The Municipal Corporation of Delhi (MCD), one of the world's largest municipalities with a reputation for corruption and sloth, seems so helpless that it has actually sought the "court's direction" to fix the problem of unauthorised constructions.
The MCD told the Delhi High Court recently that the problem of unauthorised constructions in Delhi is "mammoth in nature - and cannot be controlled by simply dealing under the existing laws or under the provisions of (Delhi's) master plan".
The municipality also told the court that the reasons behind illegal buildings in Delhi are "the increasing needs of families, extension of existing houses, disappearance of the joint family system (extended families living under one roof), requirement of extra space for children etc".
Many people have moved out of Delhi to the suburbs
The way the MCD is run can be gauged by the fact that there are over 16,000 cases pending against brought by aggrieved citizens in the high court alone.
In the end, only political will, a clean administration and a sensible master plan can save the city from urban ruin, say planners.
A third master plan is awaiting sanction with proposals to accommodate an additional 10 million people that are expected to live in Delhi by 2021.

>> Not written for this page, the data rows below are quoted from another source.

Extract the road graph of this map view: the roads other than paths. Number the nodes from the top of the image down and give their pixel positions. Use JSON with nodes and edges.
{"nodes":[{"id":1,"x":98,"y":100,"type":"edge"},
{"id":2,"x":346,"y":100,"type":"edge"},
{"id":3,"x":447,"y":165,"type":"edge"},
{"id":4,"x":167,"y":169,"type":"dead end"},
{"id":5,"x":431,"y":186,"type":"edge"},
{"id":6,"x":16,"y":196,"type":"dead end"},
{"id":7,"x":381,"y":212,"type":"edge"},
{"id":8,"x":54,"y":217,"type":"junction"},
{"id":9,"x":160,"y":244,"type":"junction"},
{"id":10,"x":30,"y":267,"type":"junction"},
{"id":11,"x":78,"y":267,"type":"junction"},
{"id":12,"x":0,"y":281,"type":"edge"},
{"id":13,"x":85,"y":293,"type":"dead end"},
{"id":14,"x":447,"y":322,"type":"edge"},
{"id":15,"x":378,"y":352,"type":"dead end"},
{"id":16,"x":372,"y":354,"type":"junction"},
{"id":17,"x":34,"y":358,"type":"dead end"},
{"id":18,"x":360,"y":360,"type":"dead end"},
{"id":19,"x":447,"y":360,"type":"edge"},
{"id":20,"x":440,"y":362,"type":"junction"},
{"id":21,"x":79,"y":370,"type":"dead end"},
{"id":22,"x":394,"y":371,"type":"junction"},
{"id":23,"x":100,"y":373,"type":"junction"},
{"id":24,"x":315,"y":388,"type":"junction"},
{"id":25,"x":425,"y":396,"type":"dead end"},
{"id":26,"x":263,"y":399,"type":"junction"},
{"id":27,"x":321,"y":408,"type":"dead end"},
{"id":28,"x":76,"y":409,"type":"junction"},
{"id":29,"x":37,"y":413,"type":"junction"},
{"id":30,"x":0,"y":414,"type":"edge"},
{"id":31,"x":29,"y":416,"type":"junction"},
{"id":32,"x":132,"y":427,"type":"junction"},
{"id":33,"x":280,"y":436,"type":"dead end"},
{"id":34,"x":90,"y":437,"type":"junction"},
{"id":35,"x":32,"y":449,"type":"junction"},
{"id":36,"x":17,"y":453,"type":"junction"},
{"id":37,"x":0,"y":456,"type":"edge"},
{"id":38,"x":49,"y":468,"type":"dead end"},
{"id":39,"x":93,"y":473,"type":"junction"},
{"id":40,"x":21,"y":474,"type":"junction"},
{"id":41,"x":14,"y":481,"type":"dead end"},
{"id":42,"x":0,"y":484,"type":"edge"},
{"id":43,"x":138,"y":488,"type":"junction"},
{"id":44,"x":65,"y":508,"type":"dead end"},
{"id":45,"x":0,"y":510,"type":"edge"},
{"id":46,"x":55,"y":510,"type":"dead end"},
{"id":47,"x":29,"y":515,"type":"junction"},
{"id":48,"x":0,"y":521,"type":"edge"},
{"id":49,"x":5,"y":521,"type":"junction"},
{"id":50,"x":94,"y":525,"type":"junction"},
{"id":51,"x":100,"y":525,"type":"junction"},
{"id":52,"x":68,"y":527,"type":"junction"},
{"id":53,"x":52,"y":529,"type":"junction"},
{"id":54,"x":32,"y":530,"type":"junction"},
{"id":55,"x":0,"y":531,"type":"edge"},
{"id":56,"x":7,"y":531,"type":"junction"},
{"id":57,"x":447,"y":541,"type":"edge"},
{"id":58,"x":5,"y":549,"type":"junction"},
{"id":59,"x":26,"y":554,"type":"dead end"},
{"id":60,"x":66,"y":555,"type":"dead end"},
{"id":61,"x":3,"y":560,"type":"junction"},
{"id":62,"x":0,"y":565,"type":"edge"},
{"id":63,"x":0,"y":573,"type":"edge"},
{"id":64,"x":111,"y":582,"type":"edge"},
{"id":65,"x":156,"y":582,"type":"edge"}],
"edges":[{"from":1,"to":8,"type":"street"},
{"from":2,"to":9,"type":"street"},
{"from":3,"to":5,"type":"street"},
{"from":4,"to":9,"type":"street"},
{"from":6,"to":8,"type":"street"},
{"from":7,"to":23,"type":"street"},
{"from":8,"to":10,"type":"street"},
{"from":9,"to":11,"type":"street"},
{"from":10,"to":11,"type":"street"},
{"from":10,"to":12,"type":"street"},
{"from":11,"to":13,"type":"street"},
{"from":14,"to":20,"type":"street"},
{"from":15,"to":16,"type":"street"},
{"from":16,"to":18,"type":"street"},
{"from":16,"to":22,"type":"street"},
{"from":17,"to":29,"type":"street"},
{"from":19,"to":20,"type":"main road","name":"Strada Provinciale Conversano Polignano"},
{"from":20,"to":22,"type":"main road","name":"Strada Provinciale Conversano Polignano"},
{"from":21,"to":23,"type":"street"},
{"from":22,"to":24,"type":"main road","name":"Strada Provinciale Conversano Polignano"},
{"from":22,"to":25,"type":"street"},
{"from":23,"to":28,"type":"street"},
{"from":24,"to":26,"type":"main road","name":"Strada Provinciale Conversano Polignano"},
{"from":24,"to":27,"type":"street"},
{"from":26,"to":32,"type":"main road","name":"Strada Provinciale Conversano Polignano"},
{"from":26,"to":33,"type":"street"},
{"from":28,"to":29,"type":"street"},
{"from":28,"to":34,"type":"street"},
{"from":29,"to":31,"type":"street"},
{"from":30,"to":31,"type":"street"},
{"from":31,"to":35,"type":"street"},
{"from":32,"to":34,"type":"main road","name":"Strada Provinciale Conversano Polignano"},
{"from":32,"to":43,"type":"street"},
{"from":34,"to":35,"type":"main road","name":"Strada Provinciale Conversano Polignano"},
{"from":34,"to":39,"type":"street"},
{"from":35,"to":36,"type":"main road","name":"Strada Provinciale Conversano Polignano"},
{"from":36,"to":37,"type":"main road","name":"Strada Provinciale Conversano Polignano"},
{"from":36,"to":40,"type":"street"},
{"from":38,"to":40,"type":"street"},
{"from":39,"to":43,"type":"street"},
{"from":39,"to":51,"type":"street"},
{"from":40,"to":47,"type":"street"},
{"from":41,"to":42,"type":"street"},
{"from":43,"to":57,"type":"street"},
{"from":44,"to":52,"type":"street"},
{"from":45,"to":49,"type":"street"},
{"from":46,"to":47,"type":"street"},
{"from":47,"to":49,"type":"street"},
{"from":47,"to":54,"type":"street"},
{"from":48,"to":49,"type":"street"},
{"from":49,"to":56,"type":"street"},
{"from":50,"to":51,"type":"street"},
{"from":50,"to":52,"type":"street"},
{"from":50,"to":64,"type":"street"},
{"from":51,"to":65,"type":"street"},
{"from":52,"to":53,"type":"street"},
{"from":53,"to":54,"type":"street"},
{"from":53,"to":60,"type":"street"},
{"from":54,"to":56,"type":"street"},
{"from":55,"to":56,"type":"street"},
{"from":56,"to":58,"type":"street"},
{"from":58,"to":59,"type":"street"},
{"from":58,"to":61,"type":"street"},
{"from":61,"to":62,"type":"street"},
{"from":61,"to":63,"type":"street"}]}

Critics say it pays little heed to the over 10 million residents who already live here.
"The master plan has to change. A democratic system needs to be evolved with public participation. You can't have a master plan not in tune with the times and aspirations of the people," says planner Jasbir Sawhney.
In a sense, Delhi mirrors much of urban India's failure to meet the demands of a rapidly urbanising country as jobs dry up in the countryside - the country has a shortage of 22.4 million homes, 70% in the middle and the low income category.
It is a monumental failure which analysts say could easily snowball into a civil war of sorts over housing, water and electricity in the future.